▶ WHAT IS REQUIRED: Would you filter these records and copy every line that has the word "Suroharjo"?

--- RECORDS PROVIDED ---

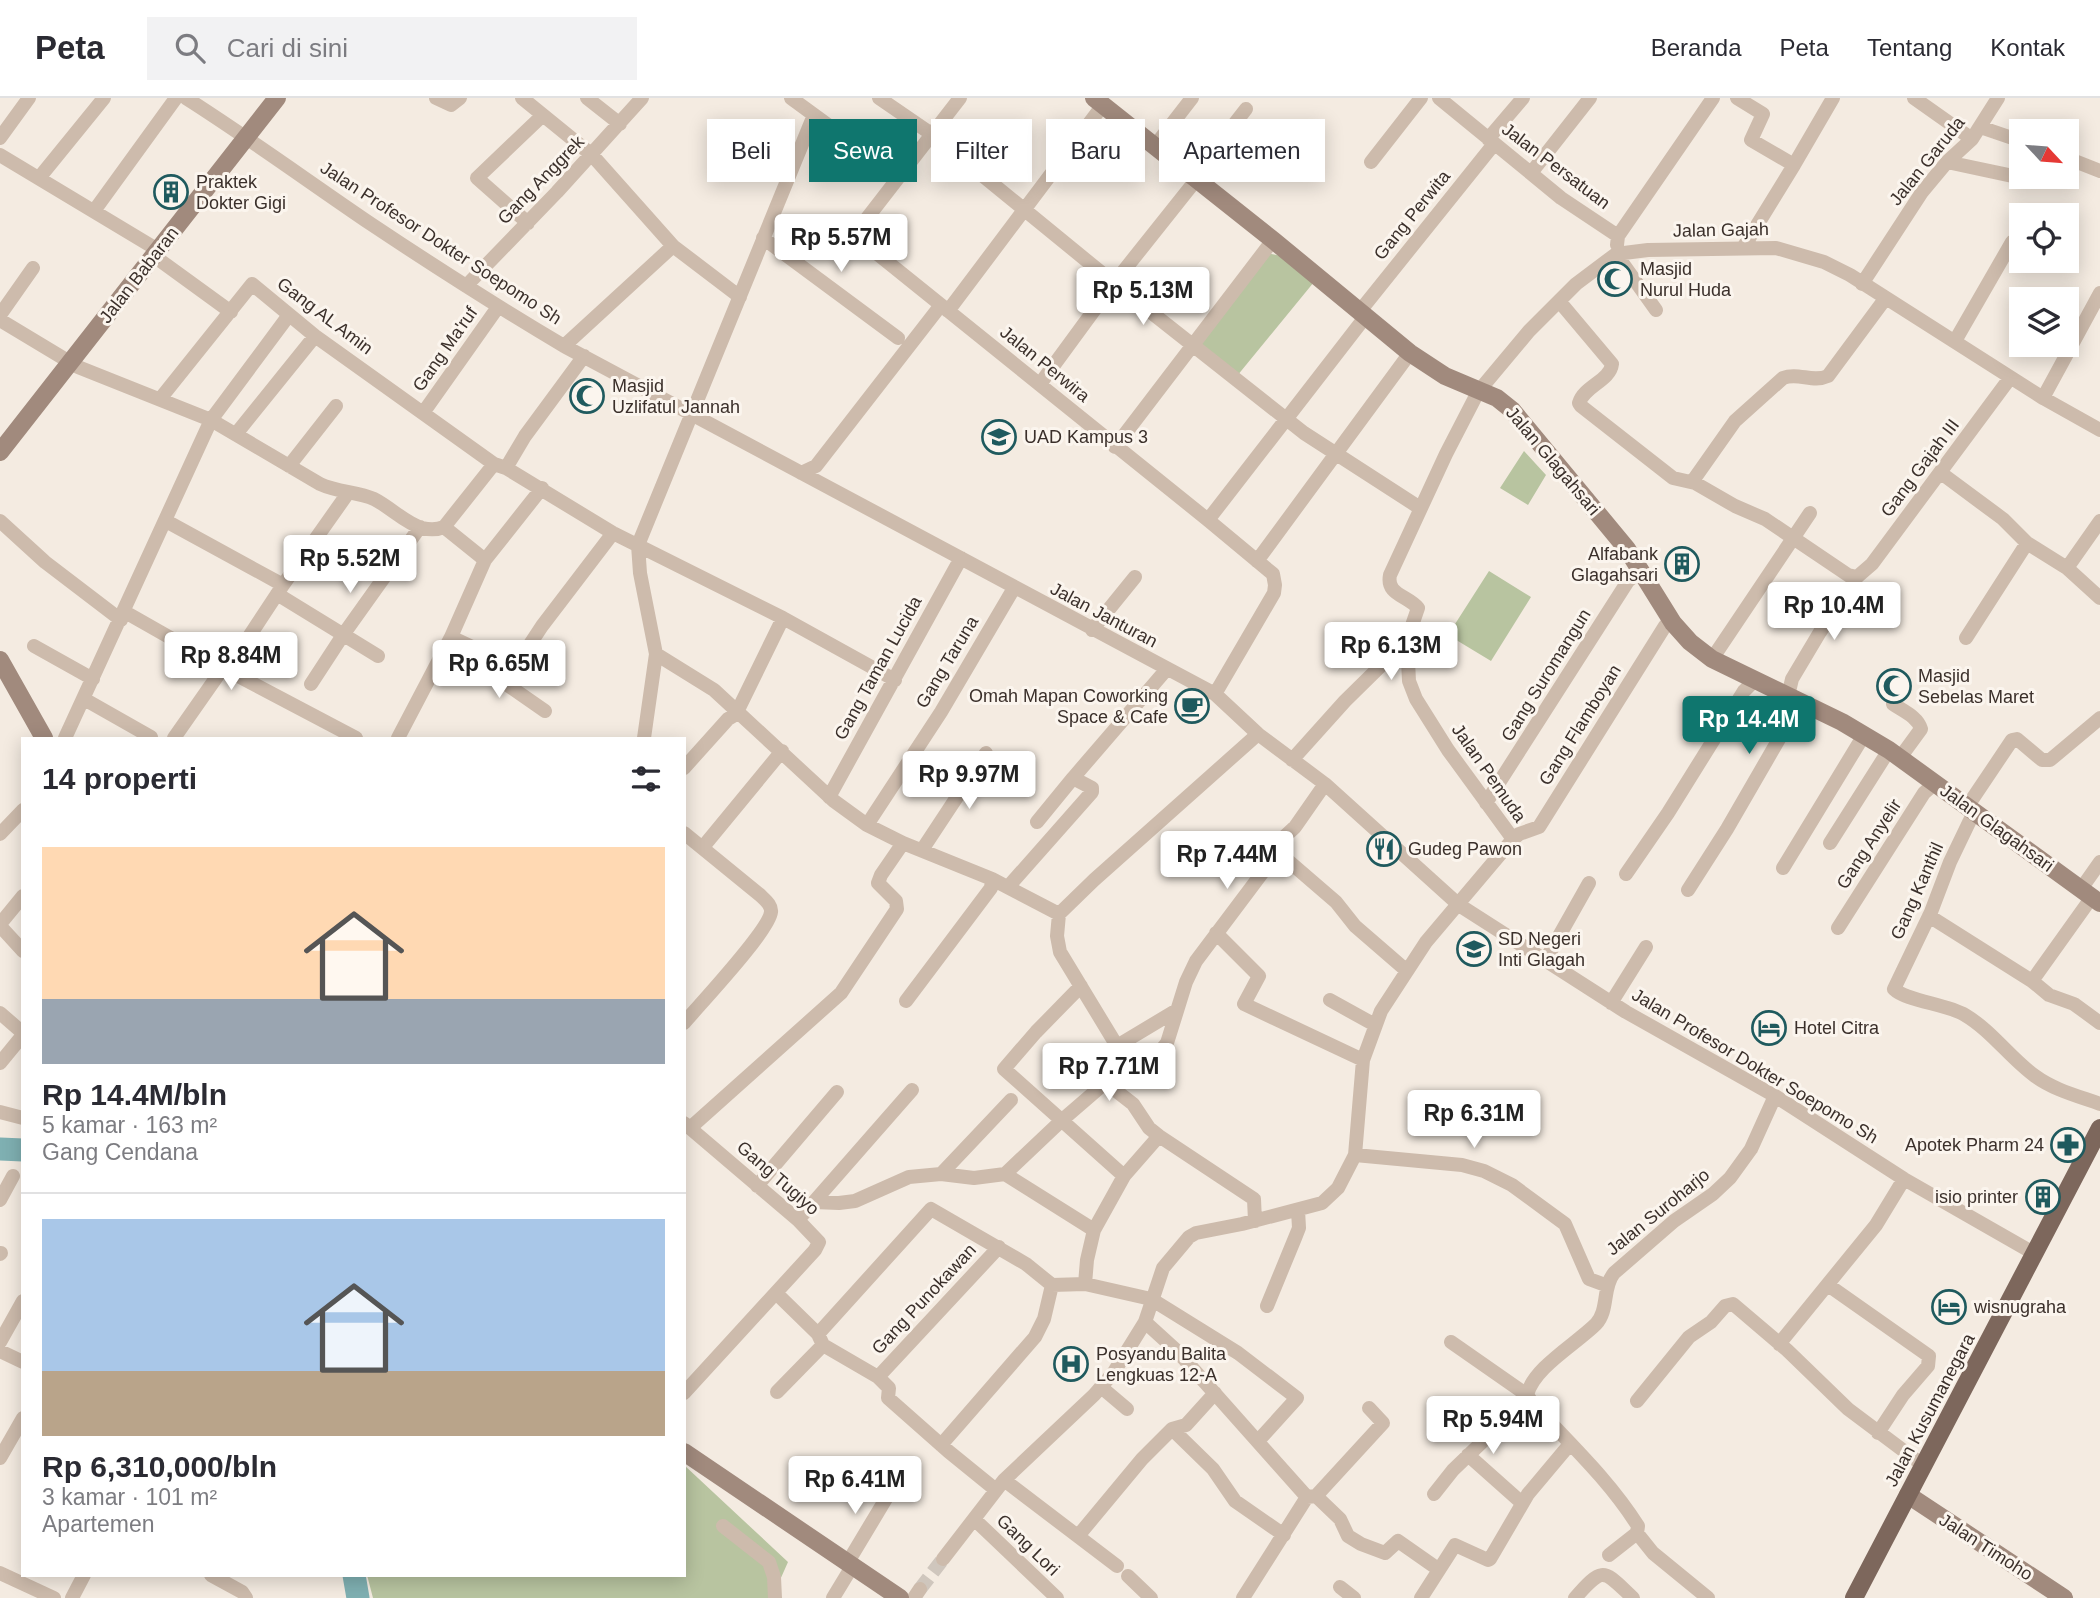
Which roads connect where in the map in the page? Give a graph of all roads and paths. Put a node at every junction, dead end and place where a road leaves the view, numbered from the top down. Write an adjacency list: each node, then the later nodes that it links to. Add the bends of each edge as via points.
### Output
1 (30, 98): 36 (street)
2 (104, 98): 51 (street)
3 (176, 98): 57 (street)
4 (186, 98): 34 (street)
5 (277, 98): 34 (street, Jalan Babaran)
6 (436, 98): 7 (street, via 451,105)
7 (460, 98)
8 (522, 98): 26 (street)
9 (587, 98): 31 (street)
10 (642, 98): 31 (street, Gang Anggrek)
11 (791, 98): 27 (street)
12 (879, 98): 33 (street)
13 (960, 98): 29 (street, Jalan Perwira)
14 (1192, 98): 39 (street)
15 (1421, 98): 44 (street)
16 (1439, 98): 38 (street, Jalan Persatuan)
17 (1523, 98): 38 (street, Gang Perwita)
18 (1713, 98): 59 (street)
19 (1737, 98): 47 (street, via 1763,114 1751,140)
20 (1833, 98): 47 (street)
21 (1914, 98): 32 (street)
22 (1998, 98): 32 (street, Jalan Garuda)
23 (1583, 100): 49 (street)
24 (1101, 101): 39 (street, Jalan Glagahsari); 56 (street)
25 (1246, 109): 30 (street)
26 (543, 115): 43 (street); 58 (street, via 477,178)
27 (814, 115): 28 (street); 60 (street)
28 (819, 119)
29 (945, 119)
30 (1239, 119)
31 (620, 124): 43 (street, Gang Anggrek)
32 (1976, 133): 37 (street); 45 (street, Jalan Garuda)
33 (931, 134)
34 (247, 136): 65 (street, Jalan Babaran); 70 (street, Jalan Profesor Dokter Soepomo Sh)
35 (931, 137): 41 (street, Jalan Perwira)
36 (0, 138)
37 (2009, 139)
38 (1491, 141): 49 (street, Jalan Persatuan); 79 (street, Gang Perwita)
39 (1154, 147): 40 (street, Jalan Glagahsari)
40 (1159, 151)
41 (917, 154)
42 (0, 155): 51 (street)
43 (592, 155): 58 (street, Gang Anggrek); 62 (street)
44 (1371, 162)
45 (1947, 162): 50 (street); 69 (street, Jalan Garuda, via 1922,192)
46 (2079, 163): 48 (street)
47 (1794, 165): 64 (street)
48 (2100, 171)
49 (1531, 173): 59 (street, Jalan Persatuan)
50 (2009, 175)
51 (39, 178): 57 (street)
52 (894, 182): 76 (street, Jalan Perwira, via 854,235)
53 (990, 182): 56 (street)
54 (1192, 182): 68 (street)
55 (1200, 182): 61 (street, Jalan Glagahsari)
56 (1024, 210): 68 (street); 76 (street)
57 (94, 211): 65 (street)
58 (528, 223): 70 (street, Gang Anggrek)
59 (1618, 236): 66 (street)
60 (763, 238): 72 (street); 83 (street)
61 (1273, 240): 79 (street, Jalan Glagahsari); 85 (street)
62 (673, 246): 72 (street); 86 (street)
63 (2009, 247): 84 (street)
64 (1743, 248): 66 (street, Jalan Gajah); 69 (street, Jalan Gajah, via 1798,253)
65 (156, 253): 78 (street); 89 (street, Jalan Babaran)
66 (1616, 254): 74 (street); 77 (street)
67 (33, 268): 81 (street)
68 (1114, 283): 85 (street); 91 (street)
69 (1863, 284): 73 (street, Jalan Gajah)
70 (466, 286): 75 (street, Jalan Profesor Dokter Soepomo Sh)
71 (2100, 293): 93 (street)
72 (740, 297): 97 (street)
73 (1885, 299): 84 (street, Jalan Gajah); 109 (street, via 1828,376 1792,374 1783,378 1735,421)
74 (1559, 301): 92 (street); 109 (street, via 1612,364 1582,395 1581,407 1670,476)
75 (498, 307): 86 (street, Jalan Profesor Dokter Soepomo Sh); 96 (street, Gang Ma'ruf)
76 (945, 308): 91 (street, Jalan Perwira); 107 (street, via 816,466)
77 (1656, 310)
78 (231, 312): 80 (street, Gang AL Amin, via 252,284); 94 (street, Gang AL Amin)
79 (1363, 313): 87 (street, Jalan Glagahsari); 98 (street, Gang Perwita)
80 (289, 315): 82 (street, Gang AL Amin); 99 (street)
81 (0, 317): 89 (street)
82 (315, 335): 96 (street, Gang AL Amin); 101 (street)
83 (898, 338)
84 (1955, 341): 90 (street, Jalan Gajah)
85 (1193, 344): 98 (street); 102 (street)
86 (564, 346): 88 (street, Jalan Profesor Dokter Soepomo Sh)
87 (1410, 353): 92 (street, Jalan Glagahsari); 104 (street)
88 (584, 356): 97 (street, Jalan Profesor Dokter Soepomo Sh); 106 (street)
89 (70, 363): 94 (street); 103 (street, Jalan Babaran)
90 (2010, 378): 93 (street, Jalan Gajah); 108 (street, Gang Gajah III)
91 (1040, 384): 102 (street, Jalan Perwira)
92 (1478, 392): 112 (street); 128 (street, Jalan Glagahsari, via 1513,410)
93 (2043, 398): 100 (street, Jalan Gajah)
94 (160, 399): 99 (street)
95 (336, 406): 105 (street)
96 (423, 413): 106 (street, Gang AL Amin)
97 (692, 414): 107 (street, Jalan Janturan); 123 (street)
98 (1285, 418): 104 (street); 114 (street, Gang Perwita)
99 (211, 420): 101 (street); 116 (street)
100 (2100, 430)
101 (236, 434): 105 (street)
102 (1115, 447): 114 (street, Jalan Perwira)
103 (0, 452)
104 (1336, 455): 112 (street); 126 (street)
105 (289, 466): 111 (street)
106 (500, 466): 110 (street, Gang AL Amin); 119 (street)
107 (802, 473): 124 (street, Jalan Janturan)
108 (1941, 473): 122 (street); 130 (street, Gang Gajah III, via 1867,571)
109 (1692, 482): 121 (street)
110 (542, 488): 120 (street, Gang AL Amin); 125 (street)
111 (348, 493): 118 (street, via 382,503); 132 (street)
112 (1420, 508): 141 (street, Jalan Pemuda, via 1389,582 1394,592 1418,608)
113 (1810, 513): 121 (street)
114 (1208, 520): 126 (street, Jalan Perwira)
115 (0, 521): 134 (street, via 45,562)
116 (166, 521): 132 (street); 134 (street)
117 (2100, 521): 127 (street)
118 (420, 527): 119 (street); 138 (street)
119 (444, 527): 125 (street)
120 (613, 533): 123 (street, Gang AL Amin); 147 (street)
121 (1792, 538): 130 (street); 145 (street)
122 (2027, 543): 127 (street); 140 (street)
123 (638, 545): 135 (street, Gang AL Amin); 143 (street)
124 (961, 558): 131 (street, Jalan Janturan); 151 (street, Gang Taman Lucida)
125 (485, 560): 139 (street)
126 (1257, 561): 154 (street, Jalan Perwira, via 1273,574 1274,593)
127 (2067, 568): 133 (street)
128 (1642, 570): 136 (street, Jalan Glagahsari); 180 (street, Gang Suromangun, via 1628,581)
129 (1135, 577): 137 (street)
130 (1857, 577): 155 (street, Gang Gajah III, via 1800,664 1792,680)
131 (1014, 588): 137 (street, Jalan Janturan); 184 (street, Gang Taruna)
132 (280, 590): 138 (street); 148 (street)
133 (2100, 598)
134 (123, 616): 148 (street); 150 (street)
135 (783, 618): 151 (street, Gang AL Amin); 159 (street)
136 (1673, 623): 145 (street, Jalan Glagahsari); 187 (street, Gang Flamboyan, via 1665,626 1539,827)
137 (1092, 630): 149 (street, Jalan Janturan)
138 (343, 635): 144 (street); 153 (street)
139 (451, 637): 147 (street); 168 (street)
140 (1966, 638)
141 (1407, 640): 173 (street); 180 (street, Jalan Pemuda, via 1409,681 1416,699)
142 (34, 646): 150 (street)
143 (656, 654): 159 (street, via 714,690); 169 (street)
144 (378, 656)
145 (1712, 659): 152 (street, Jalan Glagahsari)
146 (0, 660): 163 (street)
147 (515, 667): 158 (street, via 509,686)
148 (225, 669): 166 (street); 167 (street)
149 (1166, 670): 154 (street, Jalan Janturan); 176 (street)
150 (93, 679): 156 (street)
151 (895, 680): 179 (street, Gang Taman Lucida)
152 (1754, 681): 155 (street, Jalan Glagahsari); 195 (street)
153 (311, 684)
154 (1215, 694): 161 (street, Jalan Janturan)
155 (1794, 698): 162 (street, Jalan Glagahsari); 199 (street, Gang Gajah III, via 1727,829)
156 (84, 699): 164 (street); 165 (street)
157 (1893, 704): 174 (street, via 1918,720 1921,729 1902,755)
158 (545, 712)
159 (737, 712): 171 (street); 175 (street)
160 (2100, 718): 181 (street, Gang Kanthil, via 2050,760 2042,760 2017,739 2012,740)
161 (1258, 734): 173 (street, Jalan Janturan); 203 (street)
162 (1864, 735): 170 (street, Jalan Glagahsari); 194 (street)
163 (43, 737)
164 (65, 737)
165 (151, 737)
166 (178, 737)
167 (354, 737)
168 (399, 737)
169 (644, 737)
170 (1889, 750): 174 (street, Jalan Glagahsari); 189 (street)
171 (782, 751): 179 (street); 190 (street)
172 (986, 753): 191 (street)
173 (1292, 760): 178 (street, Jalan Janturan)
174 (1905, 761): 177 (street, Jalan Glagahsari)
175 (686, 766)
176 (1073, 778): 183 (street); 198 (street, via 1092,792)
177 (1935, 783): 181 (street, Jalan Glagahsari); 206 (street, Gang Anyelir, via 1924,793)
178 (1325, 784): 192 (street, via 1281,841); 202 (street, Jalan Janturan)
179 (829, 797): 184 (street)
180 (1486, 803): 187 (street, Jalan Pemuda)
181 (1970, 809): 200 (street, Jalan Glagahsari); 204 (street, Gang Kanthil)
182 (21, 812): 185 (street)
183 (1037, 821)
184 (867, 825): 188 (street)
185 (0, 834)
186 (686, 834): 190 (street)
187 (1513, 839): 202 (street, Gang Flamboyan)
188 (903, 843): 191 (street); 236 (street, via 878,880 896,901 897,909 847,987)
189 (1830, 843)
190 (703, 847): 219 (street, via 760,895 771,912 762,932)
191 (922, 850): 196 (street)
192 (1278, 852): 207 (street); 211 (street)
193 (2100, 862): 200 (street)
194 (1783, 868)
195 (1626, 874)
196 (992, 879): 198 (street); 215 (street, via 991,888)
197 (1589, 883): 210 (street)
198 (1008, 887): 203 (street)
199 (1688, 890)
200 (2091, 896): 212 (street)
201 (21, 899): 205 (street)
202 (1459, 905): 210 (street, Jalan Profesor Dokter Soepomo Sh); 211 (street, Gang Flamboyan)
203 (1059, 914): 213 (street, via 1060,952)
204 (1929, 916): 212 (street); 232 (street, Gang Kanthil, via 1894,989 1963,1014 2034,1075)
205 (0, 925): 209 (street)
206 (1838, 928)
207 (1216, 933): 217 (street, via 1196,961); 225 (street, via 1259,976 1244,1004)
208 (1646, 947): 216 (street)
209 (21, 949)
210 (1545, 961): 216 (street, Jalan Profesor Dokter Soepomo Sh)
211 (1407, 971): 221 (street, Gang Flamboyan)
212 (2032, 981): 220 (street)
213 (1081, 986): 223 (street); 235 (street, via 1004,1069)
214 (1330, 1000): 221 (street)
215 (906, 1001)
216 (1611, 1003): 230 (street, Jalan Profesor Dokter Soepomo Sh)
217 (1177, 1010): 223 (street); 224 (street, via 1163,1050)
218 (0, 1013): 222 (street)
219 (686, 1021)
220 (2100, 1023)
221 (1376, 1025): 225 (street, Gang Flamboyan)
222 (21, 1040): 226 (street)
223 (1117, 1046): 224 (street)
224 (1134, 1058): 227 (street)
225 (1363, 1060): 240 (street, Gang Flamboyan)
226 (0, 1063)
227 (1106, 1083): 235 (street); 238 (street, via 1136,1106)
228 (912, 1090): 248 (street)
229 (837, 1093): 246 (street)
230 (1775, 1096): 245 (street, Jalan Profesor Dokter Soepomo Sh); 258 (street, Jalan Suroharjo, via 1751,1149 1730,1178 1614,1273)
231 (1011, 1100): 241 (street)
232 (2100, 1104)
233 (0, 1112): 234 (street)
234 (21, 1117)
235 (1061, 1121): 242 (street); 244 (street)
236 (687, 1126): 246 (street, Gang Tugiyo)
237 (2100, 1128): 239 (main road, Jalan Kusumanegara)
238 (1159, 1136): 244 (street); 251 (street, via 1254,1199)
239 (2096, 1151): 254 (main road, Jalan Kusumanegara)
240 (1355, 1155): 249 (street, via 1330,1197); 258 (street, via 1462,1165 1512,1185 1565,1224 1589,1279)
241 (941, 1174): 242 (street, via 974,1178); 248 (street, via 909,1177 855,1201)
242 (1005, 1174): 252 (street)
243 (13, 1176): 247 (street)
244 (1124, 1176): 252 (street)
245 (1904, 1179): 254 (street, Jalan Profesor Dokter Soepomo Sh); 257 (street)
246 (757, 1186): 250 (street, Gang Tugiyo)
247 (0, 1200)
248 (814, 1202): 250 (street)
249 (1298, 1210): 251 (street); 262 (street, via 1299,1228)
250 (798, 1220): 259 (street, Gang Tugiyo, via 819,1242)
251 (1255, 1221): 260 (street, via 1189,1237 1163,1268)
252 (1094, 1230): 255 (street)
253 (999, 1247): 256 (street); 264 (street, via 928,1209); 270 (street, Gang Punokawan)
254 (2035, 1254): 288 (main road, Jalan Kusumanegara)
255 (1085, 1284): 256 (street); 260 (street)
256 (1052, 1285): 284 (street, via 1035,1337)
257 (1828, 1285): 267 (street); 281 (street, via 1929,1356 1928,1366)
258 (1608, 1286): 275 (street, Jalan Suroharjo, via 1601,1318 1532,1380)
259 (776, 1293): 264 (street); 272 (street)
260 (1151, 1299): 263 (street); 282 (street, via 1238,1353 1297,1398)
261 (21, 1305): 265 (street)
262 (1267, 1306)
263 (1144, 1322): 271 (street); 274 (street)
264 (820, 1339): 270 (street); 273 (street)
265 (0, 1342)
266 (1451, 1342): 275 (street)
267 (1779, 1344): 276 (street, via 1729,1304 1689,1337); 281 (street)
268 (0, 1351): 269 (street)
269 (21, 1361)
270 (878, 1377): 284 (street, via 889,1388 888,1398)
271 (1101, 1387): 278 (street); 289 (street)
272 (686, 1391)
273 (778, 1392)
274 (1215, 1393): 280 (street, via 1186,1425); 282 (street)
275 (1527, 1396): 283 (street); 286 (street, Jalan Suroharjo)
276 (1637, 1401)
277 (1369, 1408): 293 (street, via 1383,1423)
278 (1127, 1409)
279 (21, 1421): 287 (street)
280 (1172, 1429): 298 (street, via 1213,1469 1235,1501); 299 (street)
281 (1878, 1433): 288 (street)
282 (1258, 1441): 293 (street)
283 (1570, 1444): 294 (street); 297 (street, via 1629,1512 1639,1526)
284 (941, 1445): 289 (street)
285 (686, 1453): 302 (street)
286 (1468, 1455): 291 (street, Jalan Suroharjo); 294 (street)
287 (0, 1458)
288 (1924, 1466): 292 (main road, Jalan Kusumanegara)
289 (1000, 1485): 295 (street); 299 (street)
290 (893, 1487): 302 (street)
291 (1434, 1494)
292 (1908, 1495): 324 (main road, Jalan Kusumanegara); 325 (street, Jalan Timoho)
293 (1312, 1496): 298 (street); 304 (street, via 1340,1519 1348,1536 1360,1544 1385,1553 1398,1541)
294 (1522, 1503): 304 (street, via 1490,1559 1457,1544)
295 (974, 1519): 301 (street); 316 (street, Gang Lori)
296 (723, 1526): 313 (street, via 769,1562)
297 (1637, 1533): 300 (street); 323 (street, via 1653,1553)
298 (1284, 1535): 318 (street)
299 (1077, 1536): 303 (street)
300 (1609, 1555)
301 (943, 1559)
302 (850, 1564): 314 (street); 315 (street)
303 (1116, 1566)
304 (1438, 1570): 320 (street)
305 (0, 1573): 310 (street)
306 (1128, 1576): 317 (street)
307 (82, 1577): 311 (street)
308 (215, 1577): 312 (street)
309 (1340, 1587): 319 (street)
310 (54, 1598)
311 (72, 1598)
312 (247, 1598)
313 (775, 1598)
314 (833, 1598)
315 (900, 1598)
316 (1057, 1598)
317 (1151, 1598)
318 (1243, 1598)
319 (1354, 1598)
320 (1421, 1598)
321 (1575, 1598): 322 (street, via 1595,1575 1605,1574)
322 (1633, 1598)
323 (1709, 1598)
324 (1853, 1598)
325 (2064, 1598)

---

▶ TASK SOLUTION:
230 (1775, 1096): 245 (street, Jalan Profesor Dokter Soepomo Sh); 258 (street, Jalan Suroharjo, via 1751,1149 1730,1178 1614,1273)
258 (1608, 1286): 275 (street, Jalan Suroharjo, via 1601,1318 1532,1380)
275 (1527, 1396): 283 (street); 286 (street, Jalan Suroharjo)
286 (1468, 1455): 291 (street, Jalan Suroharjo); 294 (street)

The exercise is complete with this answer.